As part of its transparency push, GlaxoSmithKline is ending corporate political donations, though the company will continue to support a “voluntary and independent Political Action Committee” in the US.
In a statement, GSK CEO Andrew Witty said: “We continue to believe that it is important for GSK to be engaged in policy debates and the political process. However, we need to ensure that there is no implication whatsoever that corporate political contributions provide us with any special privileges. We do not believe they have, and in the few countries we have given contributions we have done so in full compliance of the law. As part of our overall drive to improve transparency in terms of our interactions with governments, political leaders and candidates for public office, we believe that stopping corporate political contributions is the right thing to do. Our focus is, as it always has been, on helping governments by providing them with evidence that our medicines and vaccines provide a strong value proposition.”

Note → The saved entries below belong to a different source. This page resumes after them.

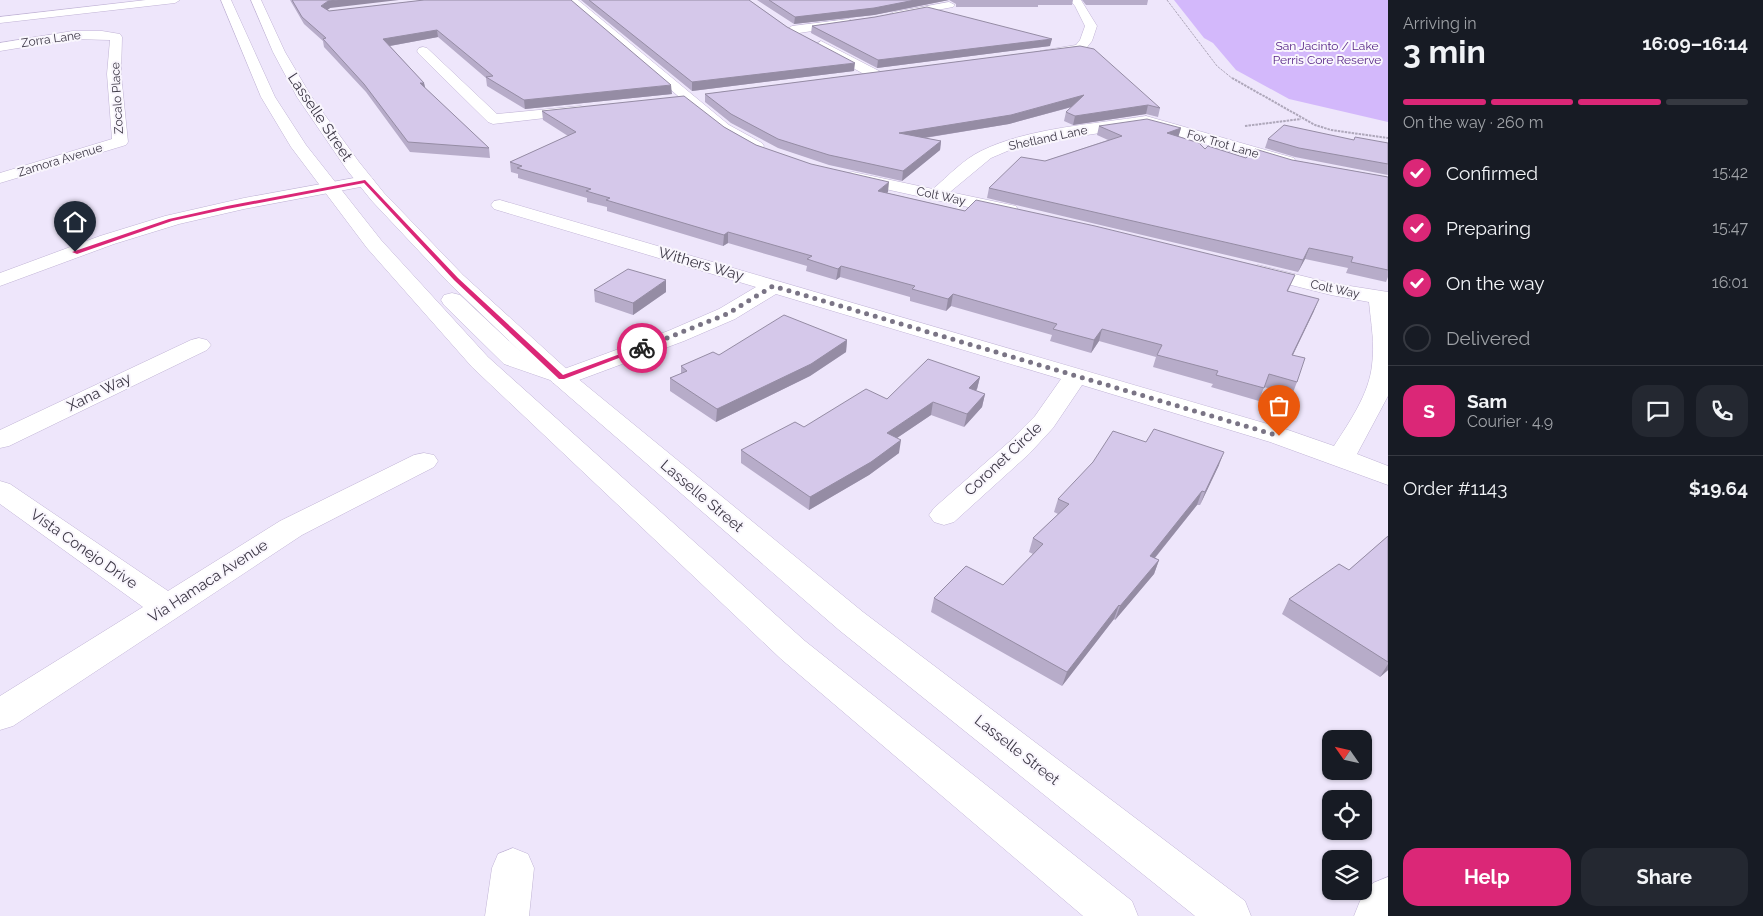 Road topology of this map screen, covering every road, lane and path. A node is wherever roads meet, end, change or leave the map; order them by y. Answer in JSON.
{"nodes":[{"id":1,"x":175,"y":0,"type":"edge"},
{"id":2,"x":226,"y":0,"type":"edge"},
{"id":3,"x":256,"y":0,"type":"edge"},
{"id":4,"x":571,"y":0,"type":"edge"},
{"id":5,"x":1075,"y":0,"type":"edge"},
{"id":6,"x":1167,"y":0,"type":"edge"},
{"id":7,"x":949,"y":5,"type":"dead end"},
{"id":8,"x":881,"y":18,"type":"edge"},
{"id":9,"x":0,"y":20,"type":"edge"},
{"id":10,"x":779,"y":22,"type":"edge"},
{"id":11,"x":862,"y":22,"type":"edge"},
{"id":12,"x":792,"y":30,"type":"junction"},
{"id":13,"x":103,"y":34,"type":"joint"},
{"id":14,"x":0,"y":47,"type":"edge"},
{"id":15,"x":423,"y":51,"type":"dead end"},
{"id":16,"x":1028,"y":56,"type":"edge"},
{"id":17,"x":852,"y":78,"type":"edge"},
{"id":18,"x":708,"y":96,"type":"edge"},
{"id":19,"x":688,"y":98,"type":"junction"},
{"id":20,"x":669,"y":100,"type":"edge"},
{"id":21,"x":591,"y":109,"type":"edge"},
{"id":22,"x":1146,"y":121,"type":"joint"},
{"id":23,"x":1388,"y":138,"type":"edge"},
{"id":24,"x":120,"y":142,"type":"joint"},
{"id":25,"x":772,"y":154,"type":"edge"},
{"id":26,"x":1304,"y":165,"type":"edge"},
{"id":27,"x":838,"y":174,"type":"edge"},
{"id":28,"x":0,"y":178,"type":"edge"},
{"id":29,"x":365,"y":181,"type":"junction"},
{"id":30,"x":329,"y":188,"type":"junction"},
{"id":31,"x":936,"y":195,"type":"junction"},
{"id":32,"x":500,"y":205,"type":"dead end"},
{"id":33,"x":1022,"y":213,"type":"edge"},
{"id":34,"x":1246,"y":268,"type":"edge"},
{"id":35,"x":401,"y":273,"type":"junction"},
{"id":36,"x":0,"y":280,"type":"edge"},
{"id":37,"x":773,"y":286,"type":"junction"},
{"id":38,"x":1384,"y":298,"type":"edge"},
{"id":39,"x":199,"y":345,"type":"dead end"},
{"id":40,"x":1076,"y":376,"type":"junction"},
{"id":41,"x":562,"y":378,"type":"junction"},
{"id":42,"x":0,"y":440,"type":"edge"},
{"id":43,"x":1341,"y":457,"type":"junction"},
{"id":44,"x":424,"y":461,"type":"dead end"},
{"id":45,"x":1388,"y":476,"type":"edge"},
{"id":46,"x":0,"y":490,"type":"edge"},
{"id":47,"x":944,"y":515,"type":"dead end"},
{"id":48,"x":167,"y":607,"type":"junction"},
{"id":49,"x":0,"y":715,"type":"edge"},
{"id":50,"x":513,"y":868,"type":"dead end"},
{"id":51,"x":1388,"y":898,"type":"edge"},
{"id":52,"x":507,"y":916,"type":"edge"},
{"id":53,"x":1116,"y":916,"type":"edge"},
{"id":54,"x":1229,"y":916,"type":"edge"},
{"id":55,"x":1376,"y":916,"type":"edge"}],
"edges":[{"from":1,"to":9,"type":"street"},
{"from":2,"to":30,"type":"street","name":"Lasselle Street"},
{"from":3,"to":29,"type":"street","name":"Lasselle Street"},
{"from":4,"to":19,"type":"street"},
{"from":5,"to":16,"type":"street"},
{"from":6,"to":23,"type":"path"},
{"from":7,"to":8,"type":"street"},
{"from":10,"to":12,"type":"street"},
{"from":11,"to":12,"type":"street"},
{"from":12,"to":17,"type":"street"},
{"from":13,"to":14,"type":"street","name":"Zorra Lane"},
{"from":13,"to":24,"type":"street","name":"Zocalo Place"},
{"from":15,"to":21,"type":"street"},
{"from":18,"to":19,"type":"street"},
{"from":19,"to":20,"type":"street"},
{"from":19,"to":25,"type":"street"},
{"from":22,"to":26,"type":"street","name":"Fox Trot Lane"},
{"from":22,"to":31,"type":"street","name":"Shetland Lane"},
{"from":24,"to":28,"type":"street","name":"Zamora Avenue"},
{"from":27,"to":31,"type":"street","name":"Colt Way"},
{"from":29,"to":30,"type":"street"},
{"from":29,"to":41,"type":"street","name":"Lasselle Street"},
{"from":30,"to":35,"type":"street","name":"Lasselle Street"},
{"from":30,"to":36,"type":"street"},
{"from":31,"to":33,"type":"street","name":"Colt Way"},
{"from":32,"to":37,"type":"street","name":"Withers Way"},
{"from":34,"to":38,"type":"street","name":"Colt Way"},
{"from":35,"to":41,"type":"street"},
{"from":35,"to":53,"type":"street","name":"Lasselle Street"},
{"from":37,"to":40,"type":"street","name":"Withers Way"},
{"from":37,"to":41,"type":"street"},
{"from":38,"to":43,"type":"street"},
{"from":39,"to":42,"type":"street","name":"Xana Way"},
{"from":40,"to":43,"type":"street","name":"Withers Way"},
{"from":40,"to":47,"type":"street","name":"Coronet Circle"},
{"from":41,"to":54,"type":"street","name":"Lasselle Street"},
{"from":43,"to":45,"type":"street","name":"Withers Way"},
{"from":44,"to":48,"type":"street","name":"Via Hamaca Avenue"},
{"from":46,"to":48,"type":"street","name":"Vista Conejo Drive"},
{"from":48,"to":49,"type":"street","name":"Via Hamaca Avenue"},
{"from":50,"to":52,"type":"street"},
{"from":51,"to":55,"type":"street"}]}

In October, GSK said it would disclose payments to US physicians and impose a cap of $150,000 per year, per doctor. In August, the company announced plans to publish quarterly reports on educational and charitable grants to hospitals, teaching institutions, managed care organizations, patient advocacy groups, professional associations and CME companies beginning in February.
The Center for Responsive Politics ranks GSK as the 76th biggest political donor since 1989 in the US and one that has heavily favored Republican candidates, who received 73% of the $9.5 million in political contributions the company, its employees and its PAC have shelled out over the past two decades. For the 2008 election cycle, those contributions totaled $1.1 million, according to the Center, with three-fifths going to Republicans.
A GSK spokesperson told The Wall Street Journal that US corporate political contributions totaled $585,000 for the cycle, while Canadian political donations came to $58,000, and said the company ceased making political contributions in Europe seven years ago. The new policy covers only corporate contributions – individual employees can still make political contributions directly or through the company's PAC.